**What to do**
Beginning with the first entry, restate the data word for word and leave out the images.

Saved data entries:

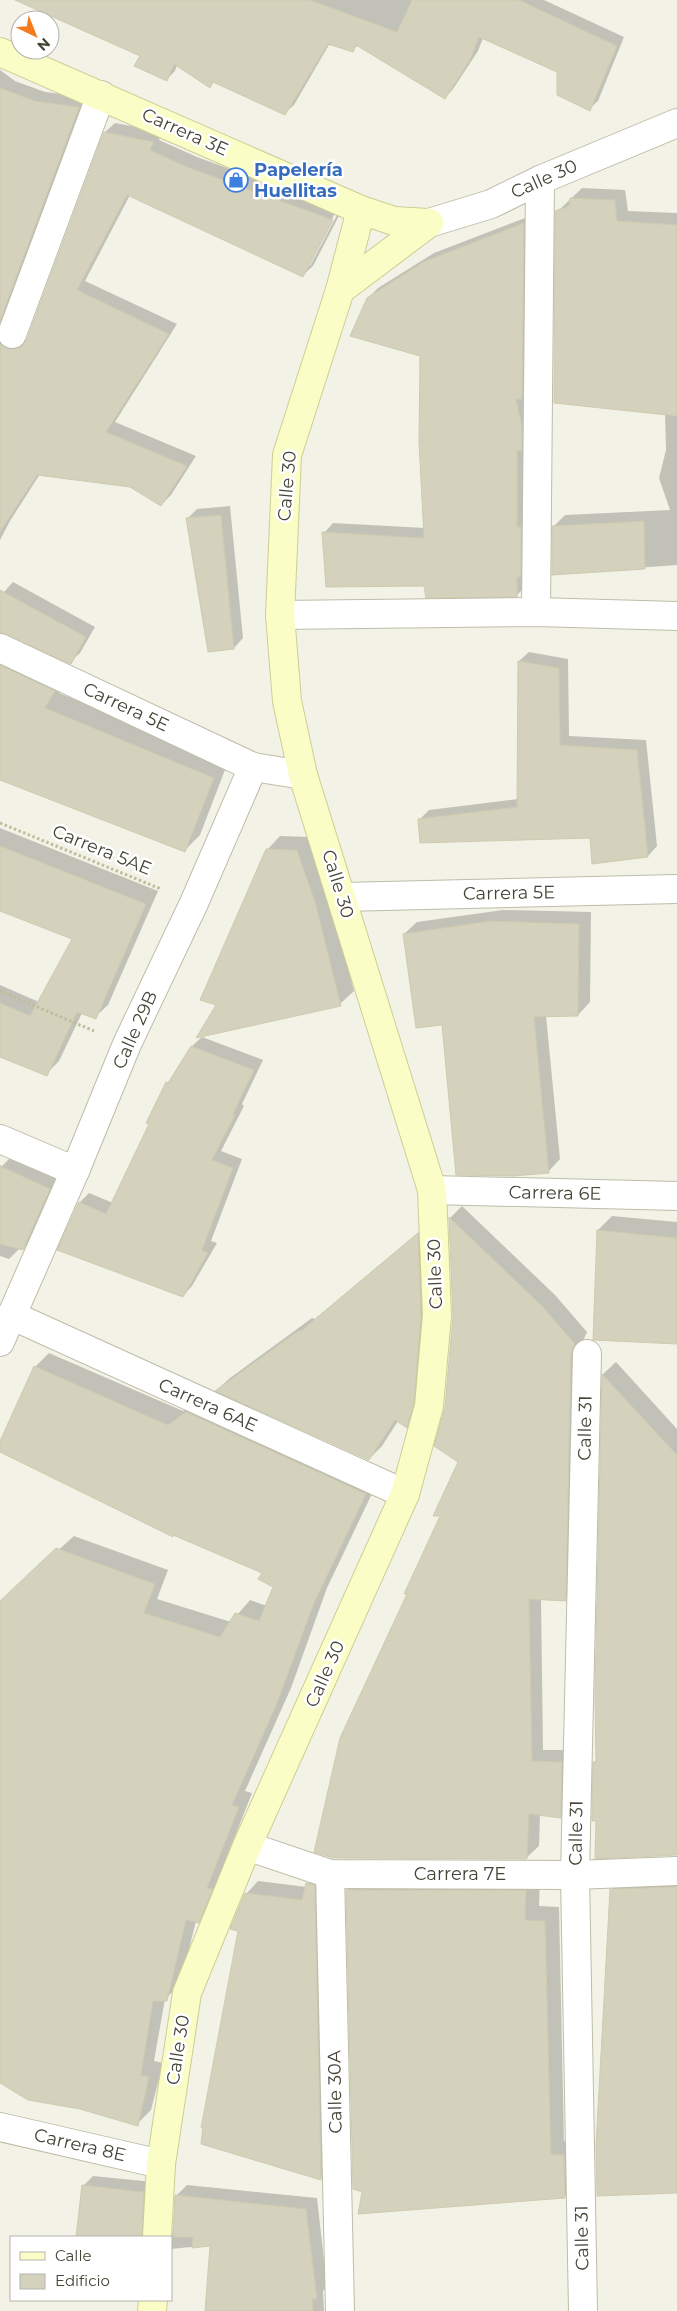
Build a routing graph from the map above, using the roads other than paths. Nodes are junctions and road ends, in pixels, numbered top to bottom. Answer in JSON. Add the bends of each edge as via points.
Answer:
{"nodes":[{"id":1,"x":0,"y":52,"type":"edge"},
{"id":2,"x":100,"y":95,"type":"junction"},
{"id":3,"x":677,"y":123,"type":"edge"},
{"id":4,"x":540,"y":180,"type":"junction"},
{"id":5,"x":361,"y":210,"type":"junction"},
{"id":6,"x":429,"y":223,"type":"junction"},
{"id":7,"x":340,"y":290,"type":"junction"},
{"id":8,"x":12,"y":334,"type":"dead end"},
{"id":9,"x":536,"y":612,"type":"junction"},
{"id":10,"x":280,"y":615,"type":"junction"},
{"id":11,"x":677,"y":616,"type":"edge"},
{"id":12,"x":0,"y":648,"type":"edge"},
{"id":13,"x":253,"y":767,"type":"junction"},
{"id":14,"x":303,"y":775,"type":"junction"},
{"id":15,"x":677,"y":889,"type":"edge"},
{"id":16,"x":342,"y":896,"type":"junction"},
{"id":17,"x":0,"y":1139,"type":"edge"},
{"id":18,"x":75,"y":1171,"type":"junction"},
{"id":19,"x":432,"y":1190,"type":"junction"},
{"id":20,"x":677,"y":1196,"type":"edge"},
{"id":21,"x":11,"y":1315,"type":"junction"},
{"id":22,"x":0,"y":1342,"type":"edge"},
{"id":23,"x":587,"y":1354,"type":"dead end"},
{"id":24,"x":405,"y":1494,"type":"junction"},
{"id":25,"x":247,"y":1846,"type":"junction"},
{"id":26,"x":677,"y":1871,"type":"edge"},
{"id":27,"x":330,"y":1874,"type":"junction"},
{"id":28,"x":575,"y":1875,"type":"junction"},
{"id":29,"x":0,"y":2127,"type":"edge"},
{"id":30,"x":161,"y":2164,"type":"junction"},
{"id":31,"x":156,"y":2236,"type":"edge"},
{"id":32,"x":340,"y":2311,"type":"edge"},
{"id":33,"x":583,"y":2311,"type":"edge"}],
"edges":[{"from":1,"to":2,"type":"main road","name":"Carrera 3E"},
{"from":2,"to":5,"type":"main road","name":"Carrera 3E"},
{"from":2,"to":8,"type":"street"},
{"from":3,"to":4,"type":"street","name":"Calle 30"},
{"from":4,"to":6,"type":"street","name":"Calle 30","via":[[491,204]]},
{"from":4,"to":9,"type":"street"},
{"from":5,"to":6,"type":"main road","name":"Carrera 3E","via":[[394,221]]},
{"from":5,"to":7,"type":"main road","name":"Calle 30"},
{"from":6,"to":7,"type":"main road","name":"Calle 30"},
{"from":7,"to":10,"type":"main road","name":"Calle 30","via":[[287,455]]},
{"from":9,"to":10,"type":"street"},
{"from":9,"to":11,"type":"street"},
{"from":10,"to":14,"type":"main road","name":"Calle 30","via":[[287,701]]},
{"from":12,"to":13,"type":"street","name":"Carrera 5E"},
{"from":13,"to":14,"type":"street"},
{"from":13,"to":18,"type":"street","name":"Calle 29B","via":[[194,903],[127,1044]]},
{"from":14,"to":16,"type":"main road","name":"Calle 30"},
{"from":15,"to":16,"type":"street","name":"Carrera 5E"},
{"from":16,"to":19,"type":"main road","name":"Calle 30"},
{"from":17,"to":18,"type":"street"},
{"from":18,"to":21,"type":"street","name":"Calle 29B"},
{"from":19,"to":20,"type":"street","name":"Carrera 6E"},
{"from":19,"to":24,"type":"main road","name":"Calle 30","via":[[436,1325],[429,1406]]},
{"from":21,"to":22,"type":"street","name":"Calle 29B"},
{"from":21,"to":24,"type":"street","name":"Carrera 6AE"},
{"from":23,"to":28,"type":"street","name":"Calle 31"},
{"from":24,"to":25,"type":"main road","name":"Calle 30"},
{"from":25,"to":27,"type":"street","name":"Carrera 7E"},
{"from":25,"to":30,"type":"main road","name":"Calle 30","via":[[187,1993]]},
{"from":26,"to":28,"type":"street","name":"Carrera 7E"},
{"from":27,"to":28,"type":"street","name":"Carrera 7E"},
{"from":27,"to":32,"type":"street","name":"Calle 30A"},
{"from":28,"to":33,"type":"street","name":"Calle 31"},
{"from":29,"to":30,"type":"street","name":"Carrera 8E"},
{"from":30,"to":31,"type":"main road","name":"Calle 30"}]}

**Answer for this exercise**
Build a routing graph from the map above, using the roads other than paths. Nodes are junctions and road ends, in pixels, numbered top to bottom. Answer in JSON. Add the bends of each edge as via points.
Answer:
{"nodes":[{"id":1,"x":0,"y":52,"type":"edge"},
{"id":2,"x":100,"y":95,"type":"junction"},
{"id":3,"x":677,"y":123,"type":"edge"},
{"id":4,"x":540,"y":180,"type":"junction"},
{"id":5,"x":361,"y":210,"type":"junction"},
{"id":6,"x":429,"y":223,"type":"junction"},
{"id":7,"x":340,"y":290,"type":"junction"},
{"id":8,"x":12,"y":334,"type":"dead end"},
{"id":9,"x":536,"y":612,"type":"junction"},
{"id":10,"x":280,"y":615,"type":"junction"},
{"id":11,"x":677,"y":616,"type":"edge"},
{"id":12,"x":0,"y":648,"type":"edge"},
{"id":13,"x":253,"y":767,"type":"junction"},
{"id":14,"x":303,"y":775,"type":"junction"},
{"id":15,"x":677,"y":889,"type":"edge"},
{"id":16,"x":342,"y":896,"type":"junction"},
{"id":17,"x":0,"y":1139,"type":"edge"},
{"id":18,"x":75,"y":1171,"type":"junction"},
{"id":19,"x":432,"y":1190,"type":"junction"},
{"id":20,"x":677,"y":1196,"type":"edge"},
{"id":21,"x":11,"y":1315,"type":"junction"},
{"id":22,"x":0,"y":1342,"type":"edge"},
{"id":23,"x":587,"y":1354,"type":"dead end"},
{"id":24,"x":405,"y":1494,"type":"junction"},
{"id":25,"x":247,"y":1846,"type":"junction"},
{"id":26,"x":677,"y":1871,"type":"edge"},
{"id":27,"x":330,"y":1874,"type":"junction"},
{"id":28,"x":575,"y":1875,"type":"junction"},
{"id":29,"x":0,"y":2127,"type":"edge"},
{"id":30,"x":161,"y":2164,"type":"junction"},
{"id":31,"x":156,"y":2236,"type":"edge"},
{"id":32,"x":340,"y":2311,"type":"edge"},
{"id":33,"x":583,"y":2311,"type":"edge"}],
"edges":[{"from":1,"to":2,"type":"main road","name":"Carrera 3E"},
{"from":2,"to":5,"type":"main road","name":"Carrera 3E"},
{"from":2,"to":8,"type":"street"},
{"from":3,"to":4,"type":"street","name":"Calle 30"},
{"from":4,"to":6,"type":"street","name":"Calle 30","via":[[491,204]]},
{"from":4,"to":9,"type":"street"},
{"from":5,"to":6,"type":"main road","name":"Carrera 3E","via":[[394,221]]},
{"from":5,"to":7,"type":"main road","name":"Calle 30"},
{"from":6,"to":7,"type":"main road","name":"Calle 30"},
{"from":7,"to":10,"type":"main road","name":"Calle 30","via":[[287,455]]},
{"from":9,"to":10,"type":"street"},
{"from":9,"to":11,"type":"street"},
{"from":10,"to":14,"type":"main road","name":"Calle 30","via":[[287,701]]},
{"from":12,"to":13,"type":"street","name":"Carrera 5E"},
{"from":13,"to":14,"type":"street"},
{"from":13,"to":18,"type":"street","name":"Calle 29B","via":[[194,903],[127,1044]]},
{"from":14,"to":16,"type":"main road","name":"Calle 30"},
{"from":15,"to":16,"type":"street","name":"Carrera 5E"},
{"from":16,"to":19,"type":"main road","name":"Calle 30"},
{"from":17,"to":18,"type":"street"},
{"from":18,"to":21,"type":"street","name":"Calle 29B"},
{"from":19,"to":20,"type":"street","name":"Carrera 6E"},
{"from":19,"to":24,"type":"main road","name":"Calle 30","via":[[436,1325],[429,1406]]},
{"from":21,"to":22,"type":"street","name":"Calle 29B"},
{"from":21,"to":24,"type":"street","name":"Carrera 6AE"},
{"from":23,"to":28,"type":"street","name":"Calle 31"},
{"from":24,"to":25,"type":"main road","name":"Calle 30"},
{"from":25,"to":27,"type":"street","name":"Carrera 7E"},
{"from":25,"to":30,"type":"main road","name":"Calle 30","via":[[187,1993]]},
{"from":26,"to":28,"type":"street","name":"Carrera 7E"},
{"from":27,"to":28,"type":"street","name":"Carrera 7E"},
{"from":27,"to":32,"type":"street","name":"Calle 30A"},
{"from":28,"to":33,"type":"street","name":"Calle 31"},
{"from":29,"to":30,"type":"street","name":"Carrera 8E"},
{"from":30,"to":31,"type":"main road","name":"Calle 30"}]}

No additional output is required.